After about 2 weeks, or when the patient has taken sufficient blood pressure readings, 1 of the team’s 7 clinical pharmacists calls the patient and adjusts the medication regimen, if needed.
Williams said the digital hypertension program provides a way for healthcare providers to set blood pressure goals that reflect current best practices for the management of high blood pressure.
“We are quite aggressive in targeting these goals, because we do have such close monitoring,” Williams said. And because patients have easy access to their healthcare team, adverse events can be quickly identified and resolved.
In addition to hypertension management, Ochsner’s digital medicine program offers technology-enhanced services for pregnant women and for patients with heart failure or diabetes.
“The goal is to optimize therapy to ensure that our patients are following the most up-to-date guidelines” for each condition, Williams said.
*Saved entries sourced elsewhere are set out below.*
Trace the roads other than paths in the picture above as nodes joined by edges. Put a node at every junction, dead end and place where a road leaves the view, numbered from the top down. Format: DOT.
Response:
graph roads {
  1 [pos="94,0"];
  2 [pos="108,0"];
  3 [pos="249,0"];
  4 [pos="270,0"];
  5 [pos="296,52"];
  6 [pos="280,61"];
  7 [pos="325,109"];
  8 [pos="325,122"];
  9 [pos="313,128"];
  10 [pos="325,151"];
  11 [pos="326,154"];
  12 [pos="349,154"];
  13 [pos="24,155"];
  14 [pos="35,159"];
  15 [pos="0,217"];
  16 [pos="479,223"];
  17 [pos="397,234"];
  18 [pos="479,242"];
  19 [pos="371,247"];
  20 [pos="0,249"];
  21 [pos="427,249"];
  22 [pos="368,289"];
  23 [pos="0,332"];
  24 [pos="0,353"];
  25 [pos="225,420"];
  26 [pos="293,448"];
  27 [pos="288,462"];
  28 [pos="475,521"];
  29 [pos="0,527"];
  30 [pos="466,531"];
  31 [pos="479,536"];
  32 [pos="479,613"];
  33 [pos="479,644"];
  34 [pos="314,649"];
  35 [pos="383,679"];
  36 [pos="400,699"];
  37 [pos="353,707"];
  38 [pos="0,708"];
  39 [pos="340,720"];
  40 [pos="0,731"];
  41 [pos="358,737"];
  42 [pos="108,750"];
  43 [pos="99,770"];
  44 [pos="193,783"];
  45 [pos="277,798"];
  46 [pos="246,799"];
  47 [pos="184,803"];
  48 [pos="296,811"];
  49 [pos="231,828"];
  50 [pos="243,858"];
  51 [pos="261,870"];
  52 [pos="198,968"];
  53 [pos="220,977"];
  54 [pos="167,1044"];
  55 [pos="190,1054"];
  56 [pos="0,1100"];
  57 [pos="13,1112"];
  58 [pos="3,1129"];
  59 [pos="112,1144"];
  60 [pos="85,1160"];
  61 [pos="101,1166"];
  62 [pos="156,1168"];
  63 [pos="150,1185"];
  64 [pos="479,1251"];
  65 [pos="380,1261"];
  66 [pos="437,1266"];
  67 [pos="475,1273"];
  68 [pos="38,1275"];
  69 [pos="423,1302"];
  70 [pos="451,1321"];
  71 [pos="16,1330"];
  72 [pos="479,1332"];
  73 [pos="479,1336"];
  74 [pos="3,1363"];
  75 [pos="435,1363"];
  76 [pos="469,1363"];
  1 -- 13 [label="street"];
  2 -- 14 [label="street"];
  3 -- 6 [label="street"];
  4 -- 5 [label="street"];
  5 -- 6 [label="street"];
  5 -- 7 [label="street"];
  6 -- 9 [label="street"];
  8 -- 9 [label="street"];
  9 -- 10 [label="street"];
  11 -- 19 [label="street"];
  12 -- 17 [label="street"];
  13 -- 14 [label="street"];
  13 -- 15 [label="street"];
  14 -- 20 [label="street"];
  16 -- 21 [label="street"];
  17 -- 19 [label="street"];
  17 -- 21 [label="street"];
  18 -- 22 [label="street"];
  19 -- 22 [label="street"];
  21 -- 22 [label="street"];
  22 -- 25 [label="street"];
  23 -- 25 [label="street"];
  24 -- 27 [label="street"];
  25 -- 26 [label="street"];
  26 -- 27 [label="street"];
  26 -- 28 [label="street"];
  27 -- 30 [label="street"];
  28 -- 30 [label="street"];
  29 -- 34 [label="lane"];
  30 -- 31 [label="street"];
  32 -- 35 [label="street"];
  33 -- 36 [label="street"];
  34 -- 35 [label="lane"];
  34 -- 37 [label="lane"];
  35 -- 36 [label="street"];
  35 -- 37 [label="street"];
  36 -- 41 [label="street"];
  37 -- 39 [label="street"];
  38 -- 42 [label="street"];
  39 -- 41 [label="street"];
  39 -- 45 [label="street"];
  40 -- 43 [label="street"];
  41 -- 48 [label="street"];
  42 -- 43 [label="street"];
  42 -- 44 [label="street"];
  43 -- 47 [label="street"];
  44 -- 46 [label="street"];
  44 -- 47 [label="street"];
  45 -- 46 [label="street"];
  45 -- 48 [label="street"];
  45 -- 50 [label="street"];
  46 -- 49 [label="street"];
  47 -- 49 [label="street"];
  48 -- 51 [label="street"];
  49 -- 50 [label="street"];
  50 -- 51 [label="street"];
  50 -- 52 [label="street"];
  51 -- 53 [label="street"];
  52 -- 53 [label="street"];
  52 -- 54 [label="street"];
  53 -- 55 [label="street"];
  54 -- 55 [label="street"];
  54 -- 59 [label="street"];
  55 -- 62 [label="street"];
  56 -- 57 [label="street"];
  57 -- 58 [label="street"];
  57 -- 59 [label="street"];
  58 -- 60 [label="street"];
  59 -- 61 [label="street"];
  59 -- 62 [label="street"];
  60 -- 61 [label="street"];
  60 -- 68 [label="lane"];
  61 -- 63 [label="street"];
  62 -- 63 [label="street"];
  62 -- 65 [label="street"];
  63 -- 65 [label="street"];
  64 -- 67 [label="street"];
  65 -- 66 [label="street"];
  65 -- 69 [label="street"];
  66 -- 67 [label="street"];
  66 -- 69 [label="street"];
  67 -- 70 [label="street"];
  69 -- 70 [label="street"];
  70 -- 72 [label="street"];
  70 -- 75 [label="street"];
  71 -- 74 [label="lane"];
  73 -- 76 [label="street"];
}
Such digital services are sometimes referred to as mobile health, or mHealth, technologies, which are distinct from traditional telemedicine services.
The American Telemedicine Association (ATA) describes mHealth as the use of cellular phones and wireless technology as a tool through which telemedicine can be practiced. According to ATA, mHealth, because it uses consumer-grade devices, allows for greater mobility of patients and healthcare providers.
Telemedicine, according to ATA, is the remote delivery of healthcare services and clinical information using telecommunications technology. Recent telemedicine initiatives include partnerships between large chain drugstores and healthcare provider organizations to provide limited care to patients through kiosks installed in certain stores.
Not every technology experiment succeeds. In a report published last year in the journal JMIR Human Factors, a federally qualified health center in Connecticut described its attempted adoption of an mHealth service for a small number of patients with uncontrolled diabetes or hypertension.
According to the report, the project was abandoned after 4 months. Problems cited in the report included the recruitment of patients whose phones couldn’t run applications, insufficient time allotted to healthcare providers to explain the program to patients, and lack of technical support for patients.
In addition, because the application didn’t integrate with the health center’s EMR system, the healthcare team had to switch among different computer interfaces to view the health data that were collected during the study.
[This news story appears in the September 15, 2018, issue of AJHP.]